Most teams confuse alerts with logs. Logs tell you what happened. Alerts tell you who needs to do something right now. If an alert goes off and nobody knows what to do, it's just noise. If it goes off and the answer is always "click the button to dismiss it", that's worse than noise: you're teaching people to ignore alerts altogether.
Four alert tiers
Tier 1 · INFO
Goes to a dashboard or log file. Nobody gets paged. Useful for spotting trends over time. Things like "workflow finished", "agent started", "tool called".
Tier 2 · WARN
Pings the on-call channel during work hours. Things like "agent retried 3 times", "response slower than usual", "token budget 80% used". Action: look into it when you have time.
Tier 3 · HIGH
Pages the on-call engineer within minutes, even at 3am. Things like "failure rate just spiked", "more than 5% of requests are getting blocked", "fraud detector is climbing fast". Action: look now.
Tier 4 · CRITICAL
Pages on-call and their manager, and automatically pauses the affected workflow. Things like "personal data leaked", "cost spiraling out of control", "an agent might be compromised". Action: stop the bleeding first, figure out why later.

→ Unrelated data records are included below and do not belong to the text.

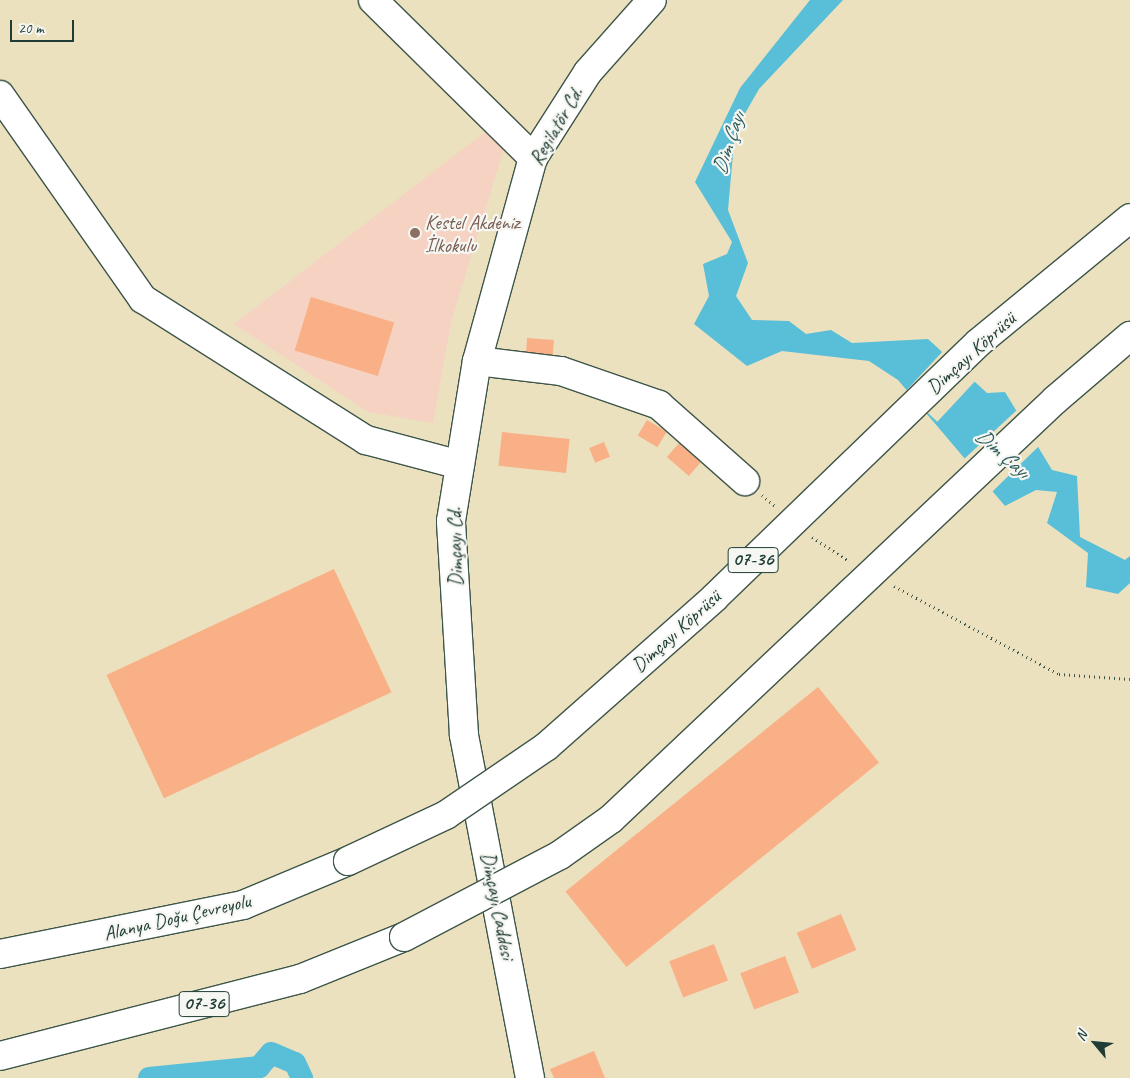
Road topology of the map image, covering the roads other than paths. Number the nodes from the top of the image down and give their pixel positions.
1 (373, 0) edge
2 (652, 0) edge
3 (0, 95) edge
4 (532, 158) junction
5 (1130, 218) edge
6 (1130, 336) edge
7 (477, 361) junction
8 (460, 465) junction
9 (744, 481) road end
10 (464, 735) joint
11 (348, 861) joint
12 (0, 954) edge
13 (0, 1056) edge
14 (530, 1078) edge

1 - 4 main road
2 - 4 main road, Regilatör Cd.
3 - 8 main road
4 - 7 main road, Regilatör Cd.
5 - 11 main road, Dimçayı Köprüsü / 07-36, bridge
6 - 13 main road, 07-36, bridge
7 - 8 main road, Dimçayı Cd.
7 - 9 main road
8 - 10 main road, Dimçayı Cd.
10 - 14 main road, Dimçayı Caddesi
11 - 12 main road, Alanya Doğu Çevreyolu / 07-36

What kinds of things to alert on
- Behavior alerts. "Agent ran more iterations than allowed", "agent tried to call a tool it isn't allowed to", "agent's output didn't match the expected format". Easy to write, easy to test.
- Statistical alerts. "Failure rate is way above the usual baseline", "response time doubled", "cost per task tripled". You need a baseline first; collect numbers from your first 1,000 production runs to set one.

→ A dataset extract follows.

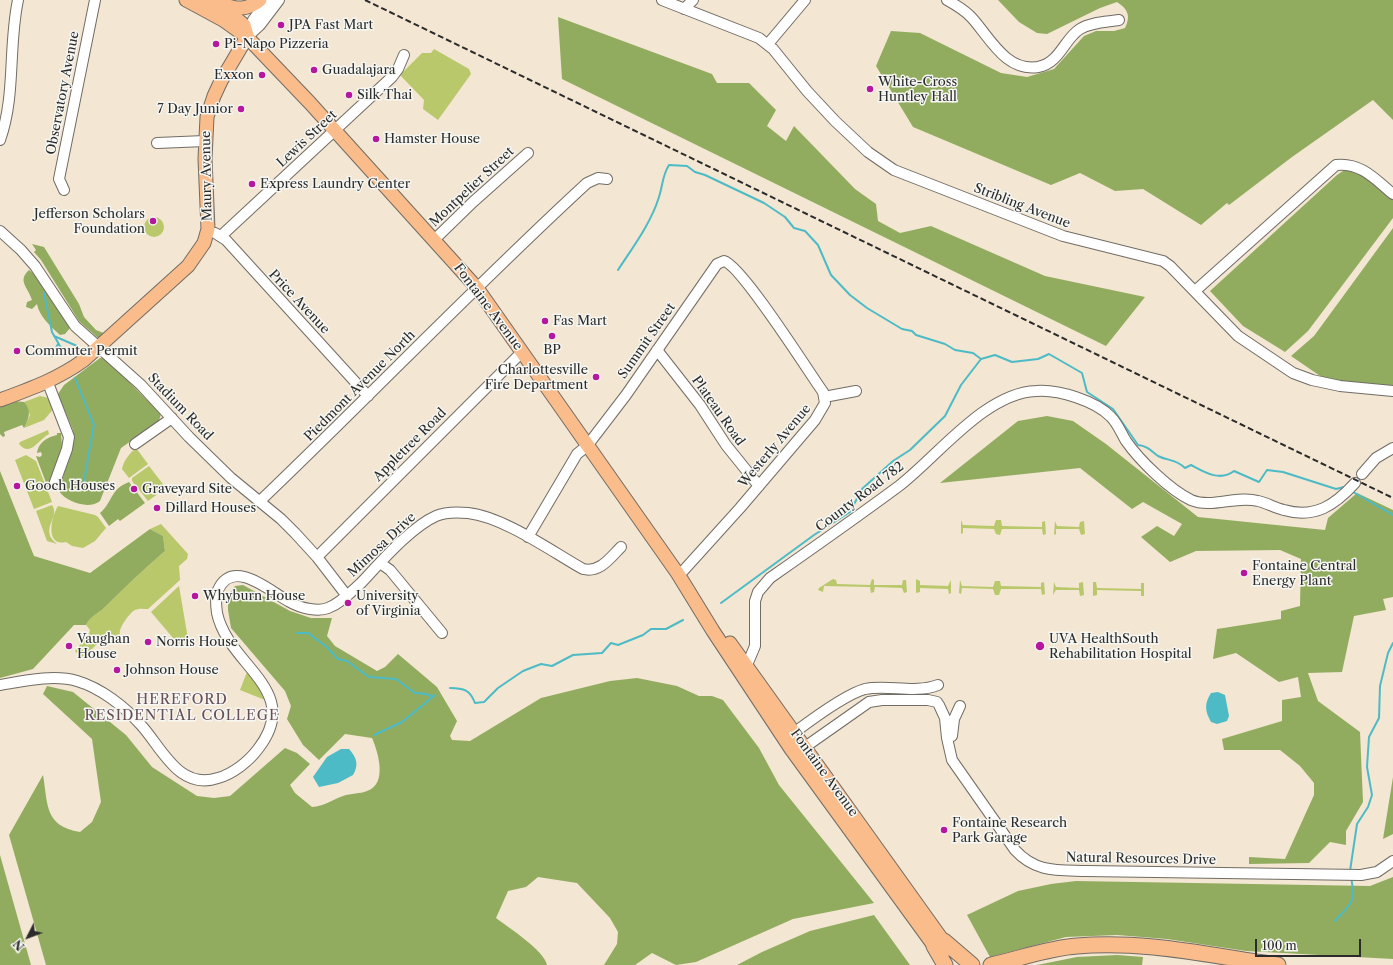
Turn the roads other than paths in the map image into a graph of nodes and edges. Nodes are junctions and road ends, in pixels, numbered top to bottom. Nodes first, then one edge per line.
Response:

- Meaning-based alerts. "Output looks similar to known-bad responses", "agent is repeating itself", "agent has wandered off the goal". Needs embedding-based comparisons.

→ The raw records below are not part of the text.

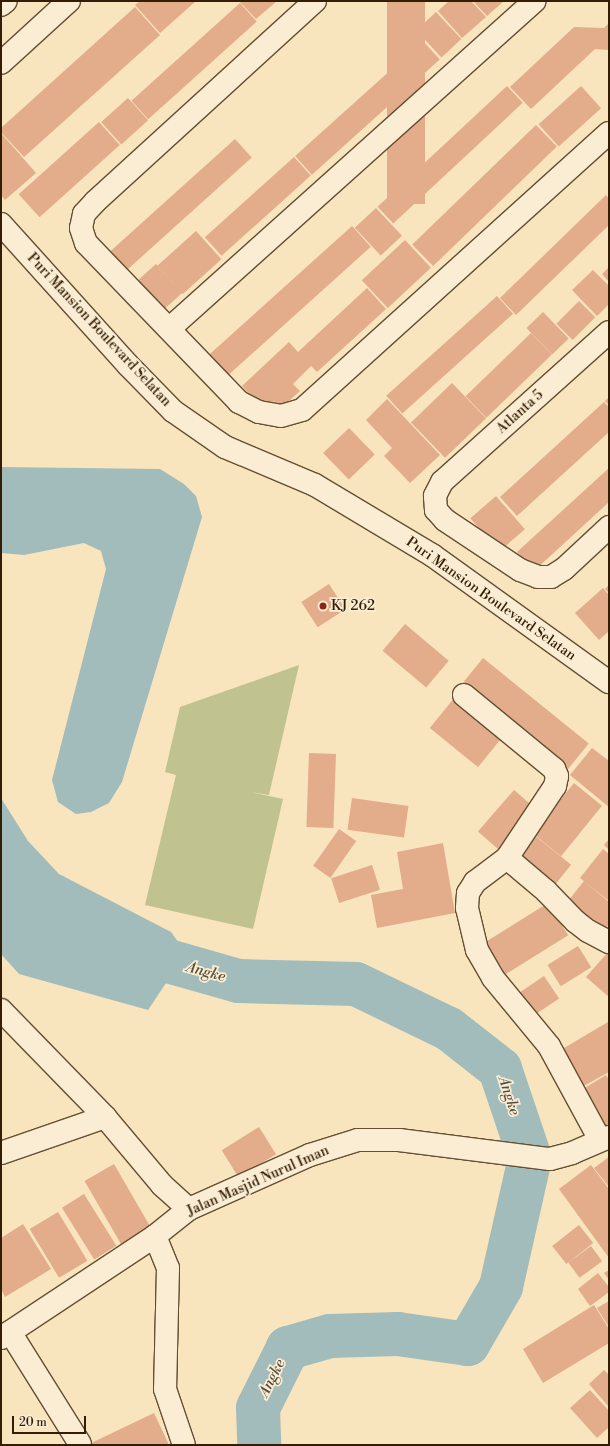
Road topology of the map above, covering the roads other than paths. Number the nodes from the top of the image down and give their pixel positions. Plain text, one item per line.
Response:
1 (6, 1) edge
2 (69, 1) edge
3 (315, 1) edge
4 (534, 1) edge
5 (1, 5) edge
6 (1, 63) edge
7 (609, 133) edge
8 (1, 224) edge
9 (169, 329) junction
10 (609, 332) edge
11 (609, 527) edge
12 (609, 682) edge
13 (464, 695) dead end
14 (507, 858) junction
15 (609, 942) edge
16 (1, 1010) edge
17 (105, 1117) junction
18 (1, 1135) edge
19 (605, 1138) edge
20 (1, 1150) edge
21 (1, 1153) edge
22 (189, 1209) junction
23 (155, 1236) junction
24 (6, 1335) edge
25 (80, 1444) edge
26 (184, 1445) edge

1 - 5 street
2 - 6 street
3 - 9 street
4 - 9 street
7 - 9 street
8 - 12 street, Puri Mansion Boulevard Selatan
10 - 11 street, Atlanta 5
13 - 14 street
14 - 15 street
14 - 19 street
16 - 17 street
17 - 21 street
17 - 22 street
18 - 20 street
19 - 22 street, Jalan Masjid Nurul Iman
22 - 23 street, Jalan Masjid Nurul Iman
23 - 24 street, Jalan Masjid Nurul Iman
23 - 26 street
24 - 25 street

- Combination alerts. "Two specific things happened together", e.g. "the fraud detector says risky AND it's a high-value transaction". Looking at conditions one at a time misses these; combining them catches them.
- Missing event alerts. "An event that should happen, didn't". For example, a workflow that normally emits a "done" message hasn't in 10 minutes. These are easy to overlook and often the most useful kind.
A typical day's alert stream
A realistic alert stream from production
What you'd see across a 30-minute window in a busy multi-agent system. Mix of routine, suspicious, and serious.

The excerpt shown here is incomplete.